Tom stopped feeding it. He still felt its hunger clawing at him, but it didn't seize his magic by force. That alone reassured him.
So the system really had made it safe—instinctive hunger intact, but bound by control. No risk of rampaging, no sudden collapse.
Not a parasite. A weapon.
Now Tom was willing to admit—this reward wasn't half bad.
After all, Aurelius had once leveled half of Manhattan. Given time, he could have reduced all of New York to rubble.
And the best part? The Obscurus didn't need a wand or incantation. It obeyed thought alone.
"Go."
Tom flung it toward a nearby tree. With a crack, the trunk split clean in two before the entire tree exploded into splinters, shredded by raw black fury.
And this was only the beginning—barely nurtured, yet already so devastating. Small wonder Grindelwald had coveted such power.
Given time, when it could engulf his whole body, he too would become living darkness—a storm of shadow, half-seen, half-felt, impossible to grasp.
Tom clenched his fist, and the Obscurus dissolved back into his magical core.
"Yes… I'll need to consult Grindelwald," he mused.
The instant he decided to integrate the Obscurus, he had shut off the study space. Ariana must never glimpse this. Her own history with the Obscurus was too raw, too painful.
But Grindelwald? Though not an Obscurial himself, he had schemed to weaponize them, even planning to unleash one against Dumbledore.
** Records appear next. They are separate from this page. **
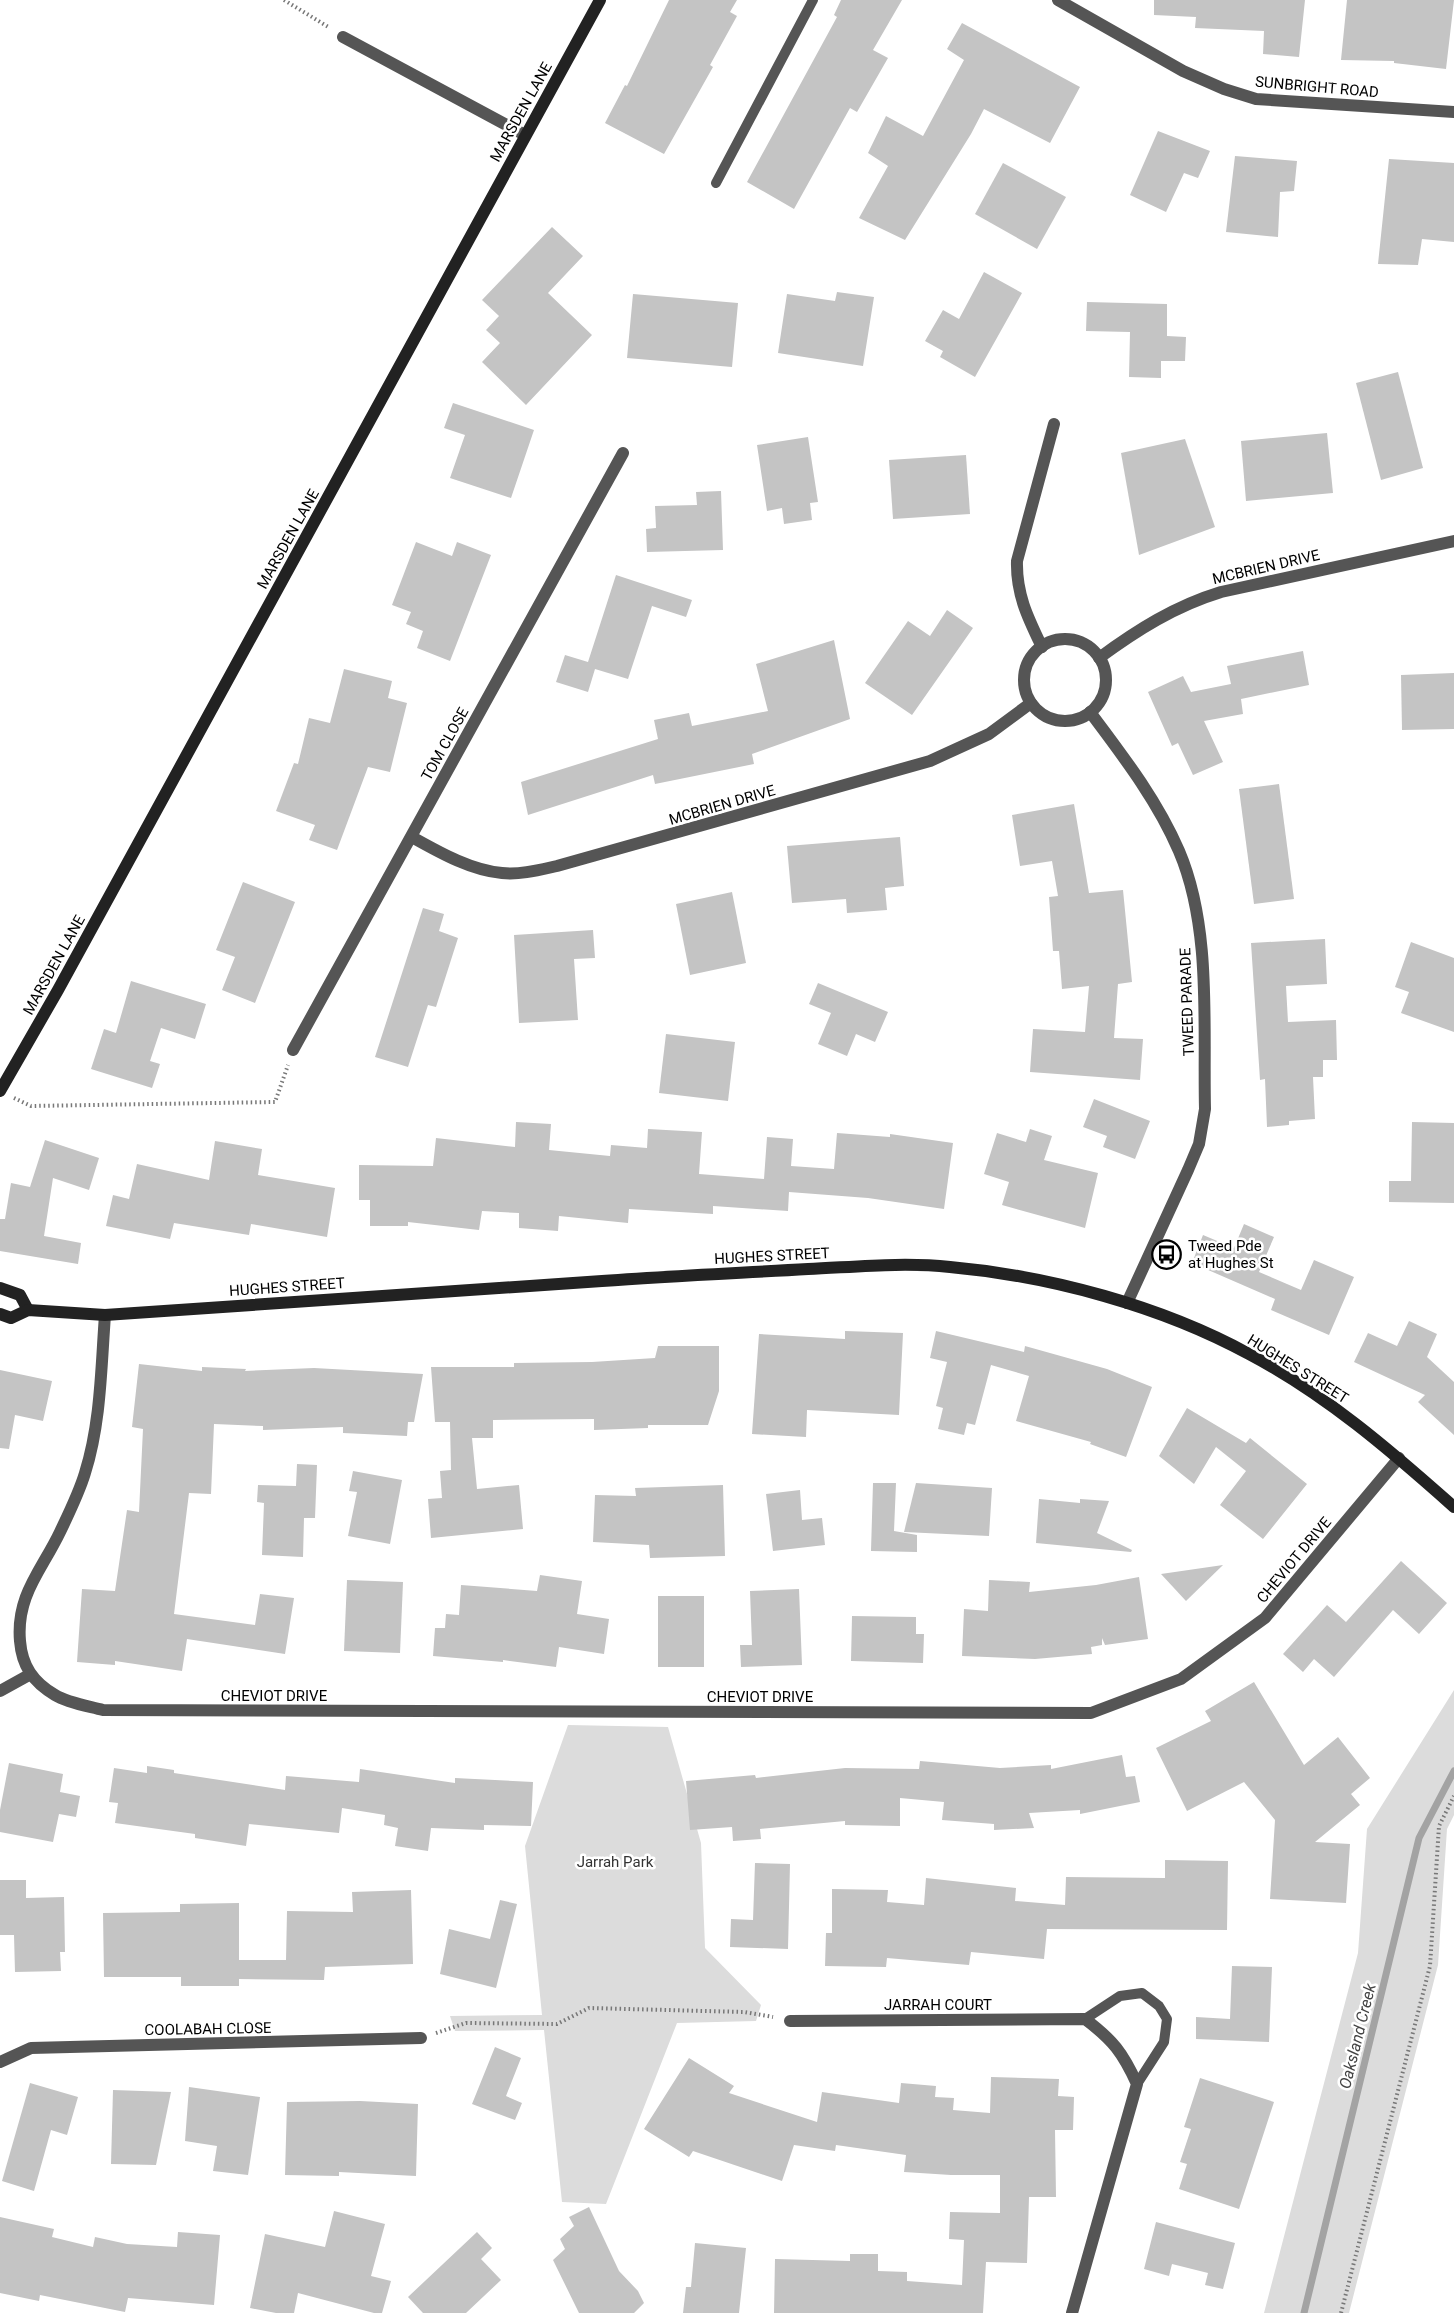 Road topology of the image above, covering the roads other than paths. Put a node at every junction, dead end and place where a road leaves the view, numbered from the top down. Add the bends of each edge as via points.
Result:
1 (600, 0) edge
2 (813, 0) edge
3 (1058, 0) edge
4 (343, 37) road end
5 (1454, 112) edge
6 (525, 135) junction
7 (716, 183) dead end
8 (1054, 424) dead end
9 (622, 453) dead end
10 (1454, 542) edge
11 (1042, 647) junction
12 (1099, 658) junction
13 (1031, 703) junction
14 (1090, 712) junction
15 (412, 837) junction
16 (293, 1050) road end
17 (5, 1093) edge
18 (0, 1288) edge
19 (1127, 1303) junction
20 (28, 1310) junction
21 (0, 1314) edge
22 (105, 1315) junction
23 (1399, 1458) junction
24 (1454, 1507) edge
25 (29, 1674) junction
26 (0, 1691) edge
27 (1085, 2019) junction
28 (790, 2021) road end
29 (421, 2038) road end
30 (0, 2062) edge
31 (1137, 2084) junction
32 (1072, 2313) edge

1 - 6 street, MARSDEN LANE
2 - 7 lane
3 - 5 street, SUNBRIGHT ROAD via 1183,71 1256,99
4 - 6 street
6 - 17 street, MARSDEN LANE
8 - 11 street via 1016,575 1023,607
9 - 15 street, TOM CLOSE
10 - 12 street, MCBRIEN DRIVE via 1198,599 1137,630
11 - 12 street via 1059,640 1077,641
11 - 13 street via 1026,669 1025,687
12 - 14 street via 1105,672 1105,687
13 - 14 street via 1043,715 1059,720 1076,720
13 - 15 street, MCBRIEN DRIVE via 989,734 930,761 557,866 501,873 474,867
14 - 19 street, TWEED PARADE via 1158,810 1180,853 1198,915 1202,954 1203,1128
15 - 16 street, TOM CLOSE
18 - 20 street via 20,1295
19 - 22 street, HUGHES STREET via 1000,1273 896,1264
19 - 23 street, HUGHES STREET via 1249,1353 1324,1400
20 - 21 street, HUGHES STREET via 11,1318
20 - 22 street, HUGHES STREET
22 - 25 street via 95,1433 85,1474 60,1533 22,1602 21,1656
23 - 24 street, HUGHES STREET
23 - 25 street, CHEVIOT DRIVE via 1265,1618 1181,1679 1091,1713 103,1710 56,1696
25 - 26 street
27 - 28 street, JARRAH COURT
27 - 31 street via 1124,2056
27 - 31 lane via 1120,1995 1142,1993 1159,2006 1167,2019 1164,2042
29 - 30 street, COOLABAH CLOSE via 31,2048
31 - 32 street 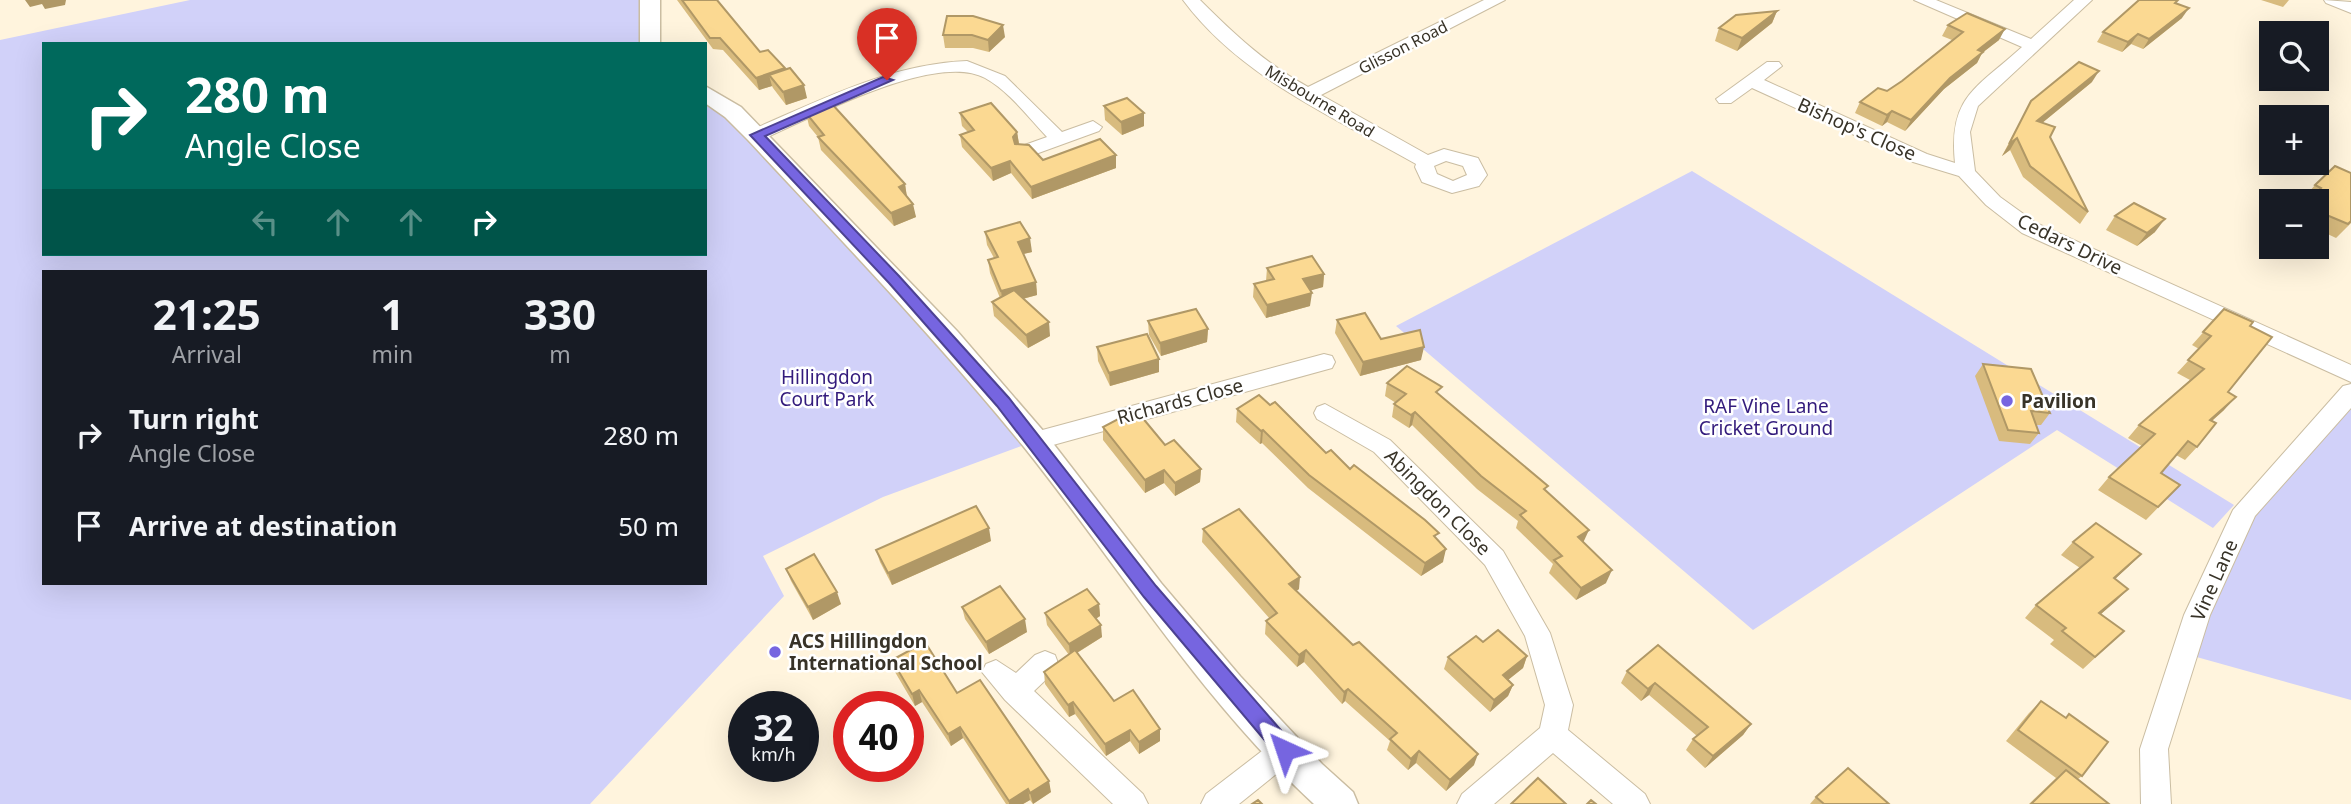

If anyone had studied their secrets, it was him.
As for Ariana…
Tom frowned as he walked back toward Hogwarts. Her issue was thornier.
Winning Ariana's full trust—raising her approval to one hundred percent—hinged on untangling her deepest knot: accepting both her own strength and her Obscurus.
She might seem gentle now, but when it flared, her emotions swung to dangerous extremes.
And he wasn't ready yet. He needed her approval to climb higher first, step by step, before he could risk that confrontation.
Power reveals the horse; hardship reveals the heart. And any Riddle worth the name knew how to play the long game.
By the time Tom reached Hogwarts, it was already afternoon. Asking around, he learned that Daphne was in the courtyard garden.
Sure enough, he found her there with Astoria. Around them clustered a small circle of girls, Lavender, Susan, Hannah, Padma. Every House was represented save Gryffindor.
As he drew closer, Tom's expression twisted into something between amusement and disbelief.
So that's what Daphne was doing—captivating them all with his "revised" version of Journey to the West.
"Tom, you're back!"
Astoria spotted him first, leaping up with delight. Daphne broke off mid-story, smiling as she and her sister shuffled aside to make space for him.
Tom dropped into the circle, eyeing the spread of delicate pastries on the table. He waved a hand. "Don't stop on my account. Keep going. I've not had lunch, so I'll just help myself."
"What? You didn't go to the Three Broomsticks?"
"No. I dropped by the Hog's Head. But the barman only opens in the afternoon—I didn't even manage a drink."
He popped a macaron into his mouth mid-sentence, not caring in the slightest that he usually hated them.